The retail industry is fiercely competitive today. Yet, few companies understand this as well as rival sports apparel giants Lululemon Athletica (NASDAQ: LULU) and Under Armour (NYSE: UA). Helped by a consumer shift from jeans to what's being called "athleisure wear," athletic apparel retailers are now competing in an increasingly lucrative industry. In fact, active wear is a $35 billion opportunity today, accounting for as much as 17% of the overall apparel market, according to Barron's. With Lululemon and Under Armour facing off for a bigger percentage of this pie, let's take a closer look at which stock will better serve investors in the year ahead.
Finding the perfect fit
Both stocks are currently trading around the high end of their respective 52-week ranges. However, from a valuation perspective, Under Armour is more expensive at its current levels, though only slightly. Shares of Under Armour have one of the highest price-to-earnings-growth or PEG ratios in the industry at 3.39 today. This makes Under Armour appear highly valued, as it is markedly above both Lululemon's PEG value of 2.35 and the industry median PEG of 1.94.
It is also worth mentioning that Lululemon currently converts a larger portion of income to profits when compared to Under Armour. The yoga-inspired apparel maker, for example, boasts an operating margin of 21.74%. That compares to an 11% operating margin for Under Armour. Nevertheless, this is hardly reason enough to favor Lulu over Under Armour in 2015.
In fact, if we look beyond traditional valuation metrics and instead focus on the underlying fundamentals of their businesses, Under Armour seems better positioned to capitalize on market trends like "athleisure wear" for many years to come.
You see, Lululemon is still working to right its ship after a series of missteps that subsequently cut the stock's value in half over the past couple years. The company has finally rid itself of its controversial founder, Chip Wilson. However, it faces more challenges ahead as its new chief executive, Laurent Potdevin, settles in and attempts to rebuild the brand that once enjoyed a cult-like following.
With new management at the top, Lululemon is in the process of adding new product categories such as swimwear, streamlining its supply chain, and expanding into new overseas markets including the Middle East. These are all encouraging developments for the company and its new leadership team is more than capable of successfully executing them. However, profits may be crimped in the near-term as the company invests in new product categories and store openings. Ultimately, this is a transitional period for Lululemon, whereas Under Armour is better established as a market leader today both domestically and abroad.

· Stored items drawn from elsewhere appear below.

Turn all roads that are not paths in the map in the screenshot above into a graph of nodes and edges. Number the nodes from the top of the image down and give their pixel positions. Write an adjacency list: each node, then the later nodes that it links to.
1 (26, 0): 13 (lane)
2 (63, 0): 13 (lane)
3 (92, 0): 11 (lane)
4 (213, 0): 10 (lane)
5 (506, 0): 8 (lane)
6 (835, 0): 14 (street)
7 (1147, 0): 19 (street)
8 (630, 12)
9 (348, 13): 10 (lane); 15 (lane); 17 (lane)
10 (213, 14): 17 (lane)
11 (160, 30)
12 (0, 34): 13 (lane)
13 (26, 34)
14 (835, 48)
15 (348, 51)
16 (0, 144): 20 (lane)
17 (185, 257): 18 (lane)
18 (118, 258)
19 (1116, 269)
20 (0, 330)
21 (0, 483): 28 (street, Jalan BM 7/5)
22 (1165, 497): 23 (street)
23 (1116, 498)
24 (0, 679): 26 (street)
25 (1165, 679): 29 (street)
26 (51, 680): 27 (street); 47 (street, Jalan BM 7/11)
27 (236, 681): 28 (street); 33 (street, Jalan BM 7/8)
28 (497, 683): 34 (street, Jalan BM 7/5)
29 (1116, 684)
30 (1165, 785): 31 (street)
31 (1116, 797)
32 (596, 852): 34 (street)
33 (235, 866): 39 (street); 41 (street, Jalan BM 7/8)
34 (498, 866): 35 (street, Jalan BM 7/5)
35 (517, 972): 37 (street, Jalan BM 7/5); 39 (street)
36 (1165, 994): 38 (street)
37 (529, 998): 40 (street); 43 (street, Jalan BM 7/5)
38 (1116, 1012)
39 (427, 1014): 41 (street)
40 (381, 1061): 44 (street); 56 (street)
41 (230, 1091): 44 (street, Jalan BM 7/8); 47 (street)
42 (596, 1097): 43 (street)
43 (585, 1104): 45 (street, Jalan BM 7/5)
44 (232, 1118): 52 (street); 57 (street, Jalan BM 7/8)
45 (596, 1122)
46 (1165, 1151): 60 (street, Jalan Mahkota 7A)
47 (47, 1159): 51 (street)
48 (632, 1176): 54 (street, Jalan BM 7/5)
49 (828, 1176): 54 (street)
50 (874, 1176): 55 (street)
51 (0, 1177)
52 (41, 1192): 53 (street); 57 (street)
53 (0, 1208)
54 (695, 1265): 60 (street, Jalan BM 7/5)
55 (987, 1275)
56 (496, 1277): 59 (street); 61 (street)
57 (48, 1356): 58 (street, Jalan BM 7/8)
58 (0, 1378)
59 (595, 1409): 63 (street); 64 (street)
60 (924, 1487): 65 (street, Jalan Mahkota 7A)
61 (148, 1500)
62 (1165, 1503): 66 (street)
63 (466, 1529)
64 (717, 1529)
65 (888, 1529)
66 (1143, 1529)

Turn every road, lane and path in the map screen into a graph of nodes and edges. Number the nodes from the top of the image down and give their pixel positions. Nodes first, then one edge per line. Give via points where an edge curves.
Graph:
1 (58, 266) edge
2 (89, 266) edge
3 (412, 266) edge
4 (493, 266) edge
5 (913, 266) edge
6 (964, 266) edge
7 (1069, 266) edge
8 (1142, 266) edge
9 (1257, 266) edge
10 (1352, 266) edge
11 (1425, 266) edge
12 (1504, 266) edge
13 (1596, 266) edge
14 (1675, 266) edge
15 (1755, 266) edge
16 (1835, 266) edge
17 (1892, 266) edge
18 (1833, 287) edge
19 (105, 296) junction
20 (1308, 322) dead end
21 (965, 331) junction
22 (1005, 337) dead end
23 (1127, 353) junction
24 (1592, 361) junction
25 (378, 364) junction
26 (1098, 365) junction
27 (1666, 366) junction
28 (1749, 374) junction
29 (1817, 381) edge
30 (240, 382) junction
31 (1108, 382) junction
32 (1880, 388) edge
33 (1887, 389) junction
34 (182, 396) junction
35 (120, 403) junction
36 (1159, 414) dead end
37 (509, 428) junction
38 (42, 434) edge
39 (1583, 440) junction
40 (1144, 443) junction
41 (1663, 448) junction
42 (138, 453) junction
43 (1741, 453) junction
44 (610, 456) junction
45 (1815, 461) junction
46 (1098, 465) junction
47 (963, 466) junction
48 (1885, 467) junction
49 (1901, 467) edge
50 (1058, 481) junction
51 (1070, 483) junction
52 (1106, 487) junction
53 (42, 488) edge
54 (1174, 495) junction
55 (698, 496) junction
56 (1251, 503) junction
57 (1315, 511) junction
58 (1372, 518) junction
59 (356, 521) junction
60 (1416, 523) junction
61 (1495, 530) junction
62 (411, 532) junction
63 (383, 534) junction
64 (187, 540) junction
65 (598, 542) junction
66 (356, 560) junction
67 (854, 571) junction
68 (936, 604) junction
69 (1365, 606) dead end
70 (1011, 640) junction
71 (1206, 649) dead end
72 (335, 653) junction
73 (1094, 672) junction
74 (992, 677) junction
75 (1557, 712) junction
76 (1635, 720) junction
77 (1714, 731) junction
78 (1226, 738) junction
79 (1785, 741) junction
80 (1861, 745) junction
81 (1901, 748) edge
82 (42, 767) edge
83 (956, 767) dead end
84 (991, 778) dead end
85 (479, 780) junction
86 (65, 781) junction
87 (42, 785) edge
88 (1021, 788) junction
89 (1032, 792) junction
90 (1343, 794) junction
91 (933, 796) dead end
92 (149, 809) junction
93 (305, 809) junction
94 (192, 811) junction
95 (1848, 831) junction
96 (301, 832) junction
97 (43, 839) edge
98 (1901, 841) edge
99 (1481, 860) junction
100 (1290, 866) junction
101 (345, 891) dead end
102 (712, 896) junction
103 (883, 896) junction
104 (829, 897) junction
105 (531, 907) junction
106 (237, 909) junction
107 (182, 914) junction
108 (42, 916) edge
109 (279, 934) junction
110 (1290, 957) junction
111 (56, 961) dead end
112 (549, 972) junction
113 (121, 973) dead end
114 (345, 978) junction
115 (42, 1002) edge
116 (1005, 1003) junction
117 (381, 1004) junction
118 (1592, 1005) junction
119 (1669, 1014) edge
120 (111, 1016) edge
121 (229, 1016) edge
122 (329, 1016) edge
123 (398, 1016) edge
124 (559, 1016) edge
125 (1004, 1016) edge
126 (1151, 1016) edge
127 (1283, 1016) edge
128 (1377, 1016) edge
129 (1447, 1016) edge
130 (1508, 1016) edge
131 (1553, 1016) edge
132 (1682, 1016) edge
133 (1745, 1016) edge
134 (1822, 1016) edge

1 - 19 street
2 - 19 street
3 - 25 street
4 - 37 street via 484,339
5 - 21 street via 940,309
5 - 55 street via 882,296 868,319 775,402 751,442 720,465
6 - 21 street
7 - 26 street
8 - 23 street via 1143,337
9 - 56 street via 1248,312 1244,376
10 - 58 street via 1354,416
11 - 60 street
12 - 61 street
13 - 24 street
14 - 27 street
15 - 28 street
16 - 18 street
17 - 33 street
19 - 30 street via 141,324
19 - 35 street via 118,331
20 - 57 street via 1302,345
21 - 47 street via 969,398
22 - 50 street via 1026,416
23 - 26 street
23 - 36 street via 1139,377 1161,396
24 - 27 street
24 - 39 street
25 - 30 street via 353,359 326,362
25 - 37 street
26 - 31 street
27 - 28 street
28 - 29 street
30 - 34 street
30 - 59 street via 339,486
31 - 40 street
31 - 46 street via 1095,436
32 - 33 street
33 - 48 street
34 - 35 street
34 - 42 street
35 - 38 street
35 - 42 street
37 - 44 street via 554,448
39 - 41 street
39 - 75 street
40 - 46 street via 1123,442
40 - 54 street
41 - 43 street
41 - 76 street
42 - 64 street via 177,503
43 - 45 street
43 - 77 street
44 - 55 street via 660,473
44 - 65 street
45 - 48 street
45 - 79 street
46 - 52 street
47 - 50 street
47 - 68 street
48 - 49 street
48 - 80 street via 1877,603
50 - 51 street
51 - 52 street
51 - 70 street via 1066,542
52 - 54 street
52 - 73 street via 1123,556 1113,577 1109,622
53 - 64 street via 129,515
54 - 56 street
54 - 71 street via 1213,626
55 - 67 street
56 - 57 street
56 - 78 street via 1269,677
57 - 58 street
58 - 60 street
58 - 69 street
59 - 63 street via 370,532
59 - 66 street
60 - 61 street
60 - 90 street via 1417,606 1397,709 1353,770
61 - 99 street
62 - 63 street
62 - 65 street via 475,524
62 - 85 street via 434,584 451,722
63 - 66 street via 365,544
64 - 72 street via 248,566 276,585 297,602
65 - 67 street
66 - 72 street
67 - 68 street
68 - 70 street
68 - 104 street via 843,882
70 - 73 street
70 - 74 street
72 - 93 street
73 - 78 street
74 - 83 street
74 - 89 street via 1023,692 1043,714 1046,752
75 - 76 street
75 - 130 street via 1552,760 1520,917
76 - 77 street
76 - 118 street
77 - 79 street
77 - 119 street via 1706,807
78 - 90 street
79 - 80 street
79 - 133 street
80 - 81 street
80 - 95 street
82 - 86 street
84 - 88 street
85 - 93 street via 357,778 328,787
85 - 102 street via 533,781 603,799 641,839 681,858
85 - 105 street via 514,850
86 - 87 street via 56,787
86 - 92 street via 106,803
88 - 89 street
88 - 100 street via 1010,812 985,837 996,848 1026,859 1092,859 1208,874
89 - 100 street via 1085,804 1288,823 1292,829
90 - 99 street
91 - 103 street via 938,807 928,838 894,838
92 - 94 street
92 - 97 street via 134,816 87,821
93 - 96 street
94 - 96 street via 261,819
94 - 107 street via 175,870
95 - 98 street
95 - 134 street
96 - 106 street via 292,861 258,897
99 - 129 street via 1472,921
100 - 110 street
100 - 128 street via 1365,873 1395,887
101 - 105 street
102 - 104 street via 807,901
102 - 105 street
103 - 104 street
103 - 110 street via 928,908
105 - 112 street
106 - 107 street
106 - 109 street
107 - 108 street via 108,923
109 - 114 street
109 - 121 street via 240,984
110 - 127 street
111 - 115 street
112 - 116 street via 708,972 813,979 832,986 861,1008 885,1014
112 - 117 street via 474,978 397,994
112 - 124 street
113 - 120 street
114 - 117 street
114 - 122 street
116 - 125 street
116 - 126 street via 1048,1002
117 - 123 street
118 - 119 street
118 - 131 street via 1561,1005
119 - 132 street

Competitive advantages abound
Women's athletic apparel now makes up a meaty 30% of Under Armour's $3 billion in annual sales. Challenging Lululemon's women-centric appeal, Under Armour recently launched high profile campaigns with the likes of supermodel Gisele Bundchen and top female athletes. Unlike Lululemon, Under Armour spends tens of millions of dollars each year on endorsement deals with celebrities and all-star athletes -- a strategy that has worked well for the company.
Under Armour's foray into digital technology is another differentiating factor between itself and Lululemon. The company recently acquired MyFitnessPal for $475 million. The company's connected fitness strategy should not only make consumers more loyal to the Under Armour brand, but will also enable the company to better understand its customers and create products and technologies down the road that better cater to their needs.
For these reasons, I believe investors are better off owning shares of Under Armour versus Lululemon today, despite the stock trading at a slightly richer valuation.